目的研究纳米氧化铈(cerium oxide nanoparticles,CeO_2NPs)对48 h睡眠剥夺小鼠认知功能的影响,并探讨其作用机制。方法将36只4周龄雄性健康清洁级ICR小鼠分为6组:空白对照组,溶剂对照组,睡眠剥夺对照组,CeO_2NPs低、中、高剂量组。空白对照组灌胃1 mL蒸馏水,溶剂对照组和睡眠剥夺对照组灌胃1 mL 1%羧甲基纤维素钠溶液,CeO_2NPs低、中、高剂量组分别灌胃1 mL 4、8和16 mg/kg的纳米氧化铈溶液,连续30天。第31天,采用单平台水环境法进行48 h睡眠剥夺。继之,利用Y-型迷宫试验确定各组小鼠的认知能力,同时测定小鼠大脑过氧化氢酶(CAT)活性、丙二醛(MDA)含量、总抗氧化能力(T-AOC)水平及一氧化氮(NO)和谷氨酸(Glu)含量。

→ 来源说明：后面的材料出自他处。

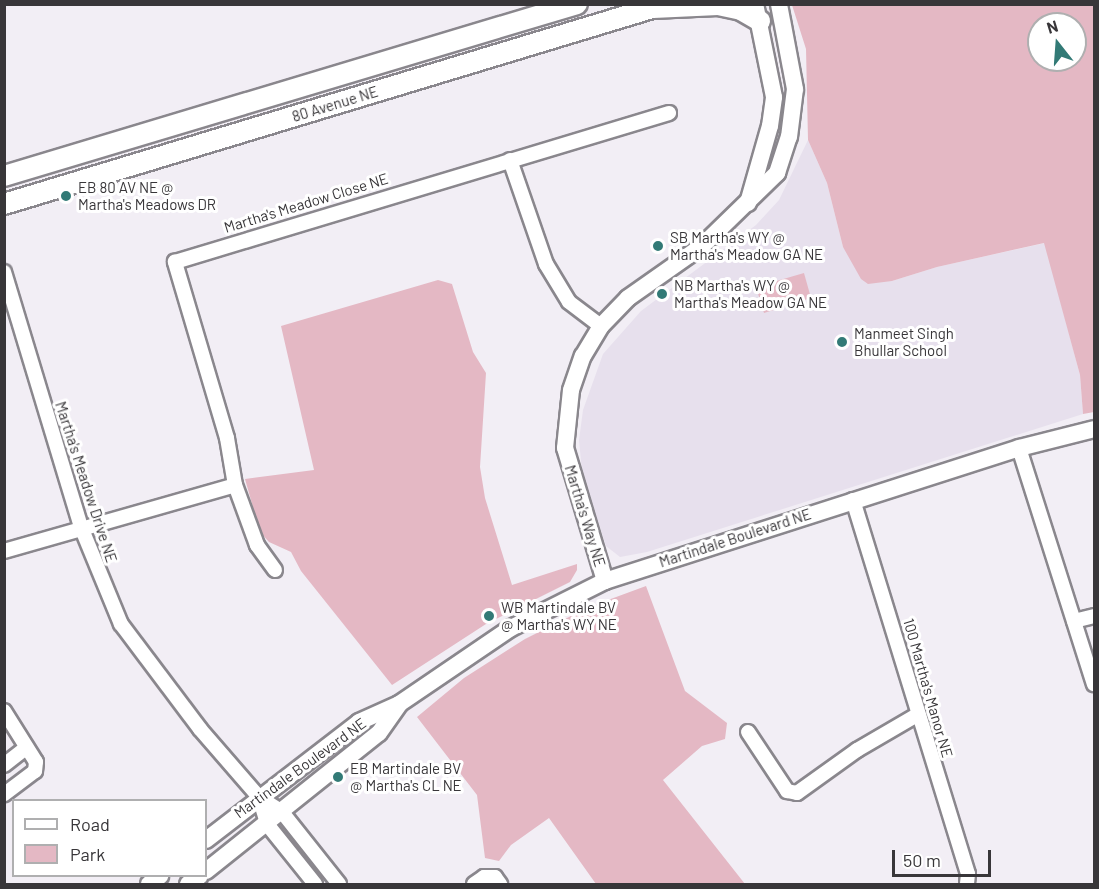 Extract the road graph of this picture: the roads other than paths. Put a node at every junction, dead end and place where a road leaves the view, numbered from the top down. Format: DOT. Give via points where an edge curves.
graph roads {
  1 [pos="577,4"];
  2 [pos="778,4"];
  3 [pos="659,6"];
  4 [pos="757,13"];
  5 [pos="669,113"];
  6 [pos="510,160"];
  7 [pos="4,176"];
  8 [pos="4,204"];
  9 [pos="748,204"];
  10 [pos="4,272"];
  11 [pos="601,326"];
  12 [pos="1095,429"];
  13 [pos="1019,448"];
  14 [pos="236,485"];
  15 [pos="853,500"];
  16 [pos="81,527"];
  17 [pos="4,551"];
  18 [pos="275,570"];
  19 [pos="605,581"];
  20 [pos="1095,616"];
  21 [pos="1074,621"];
  22 [pos="1095,684"];
  23 [pos="399,704"];
  24 [pos="4,711"];
  25 [pos="917,715"];
  26 [pos="748,732"];
  27 [pos="26,748"];
  28 [pos="4,765"];
  29 [pos="4,794"];
  30 [pos="259,797"];
  31 [pos="282,812"];
  32 [pos="267,824"];
  33 [pos="207,839"];
  34 [pos="207,870"];
  35 [pos="315,885"];
  36 [pos="339,885"];
  37 [pos="474,885"];
  38 [pos="501,885"];
  39 [pos="967,885"];
  1 -- 7 [label="main road, 80 Avenue NE"];
  2 -- 9 [label="street, Martha's Way NE" via="795,89 789,137 777,173"];
  3 -- 4 [label="main road, 80 Avenue NE" via="718,5"];
  3 -- 8 [label="main road, 80 Avenue NE"];
  4 -- 9 [label="street" via="774,97"];
  5 -- 6 [label="street, Martha's Meadow Close NE"];
  6 -- 11 [label="street" via="546,264 570,302"];
  6 -- 14 [label="street, Martha's Meadow Close NE" via="175,262 227,438"];
  9 -- 11 [label="street, Martha's Way NE" via="702,246 628,298"];
  10 -- 16 [label="street, Martha's Meadow Drive NE"];
  11 -- 19 [label="street, Martha's Way NE" via="583,356 571,390 565,448"];
  12 -- 13 [label="street, Martindale Boulevard NE"];
  13 -- 15 [label="street, Martindale Boulevard NE"];
  13 -- 21 [label="street"];
  14 -- 16 [label="street"];
  14 -- 18 [label="street" via="257,545"];
  15 -- 19 [label="street, Martindale Boulevard NE"];
  15 -- 25 [label="street, 100 Martha's Manor NE"];
  16 -- 17 [label="street"];
  16 -- 30 [label="street, Martha's Meadow Drive NE" via="121,624 200,729"];
  19 -- 23 [label="street, Martindale Boulevard NE" via="512,628"];
  20 -- 21 [label="street"];
  21 -- 22 [label="street"];
  23 -- 30 [label="street, Martindale Boulevard NE" via="359,722"];
  23 -- 31 [label="street, Martindale Boulevard NE" via="379,734"];
  24 -- 27 [label="street"];
  25 -- 26 [label="street" via="857,750 797,793 787,791"];
  25 -- 39 [label="street, 100 Martha's Manor NE" via="968,874"];
  27 -- 28 [label="street"];
  27 -- 29 [label="street" via="36,762 35,771"];
  30 -- 31 [label="street"];
  30 -- 32 [label="street"];
  30 -- 33 [label="street, Martindale Boulevard NE"];
  31 -- 32 [label="street, Martindale Boulevard NE"];
  31 -- 36 [label="street"];
  32 -- 34 [label="street, Martindale Boulevard NE"];
  32 -- 35 [label="street"];
  37 -- 38 [label="street" via="484,877 495,877"];
}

结果与溶剂对照组比较,48 h睡眠剥夺小鼠的认知能力[(36±2)次vs.(20±2)次,P=0.0006;10.753%±0.031%vs.24.927%±0.972%,P=0.00000045]、大脑CAT酶活性[(78.151±17.683)nmol/mg prot vs.(198.155±14.437)nmol/mg prot,P=0.0008]、T-AOC水平[(103.630±24.209)U/mg prot vs.(264.599±50.223)U/mg prot,P=0.007]降低,大脑MDA含量[(9.499±1.249)nmol/mg prot vs.(6.157±0.373)nmol/mg prot,P=0.0113]、NO水平[(11.608±1.281)μmol/mg prot vs.(3.628±1.064)μmol/mg prot,P=0.001]和Glu含量[(4.731±0.131)μg/mg prot vs.(4.476±0.126)μg/mg prot,P=0.03]增加。与睡眠剥夺对照组比较,CeO_2NPs低、中、高剂量组48 h睡眠剥夺小鼠的认知能力均有所改善,其中中剂量组小鼠的认知能力改善最显著[(27±2)次vs.(36±2)次,P=0.005;18.743%±0.245%vs.10.753%±0.031%,P=0.0000006],同时在提高大脑CAT活性[(238.065±19.393)nmol/mg prot vs.(78.151±17.683)nmol/mg prot,P=0.00045]、T-AOC水平[(210.516±11.339)U/mg prot vs.(103.630±24.209)U/mg prot,P=0.002],降低大脑MDA[(6.528±1.162)nmol/mg prot vs.(9.499±1.249)nmol/mg prot,P=0.039]、NO[(5.651±0.239)μmol/mg prot vs.(11.608±1.281)μmol/mg prot,P=0.001]和Glu[(4.358±0.016)μg/mg prot vs.(4.731±0.131)μg/mg prot,P=0.008]含量方面的影响也最显著。结论纳米氧化铈可以改善睡眠剥夺雄性小鼠的认知能力,这可能与其提高了大脑抗氧化能力,降低了自由基对脑部神经的损伤,调节了大脑的神经递质有关。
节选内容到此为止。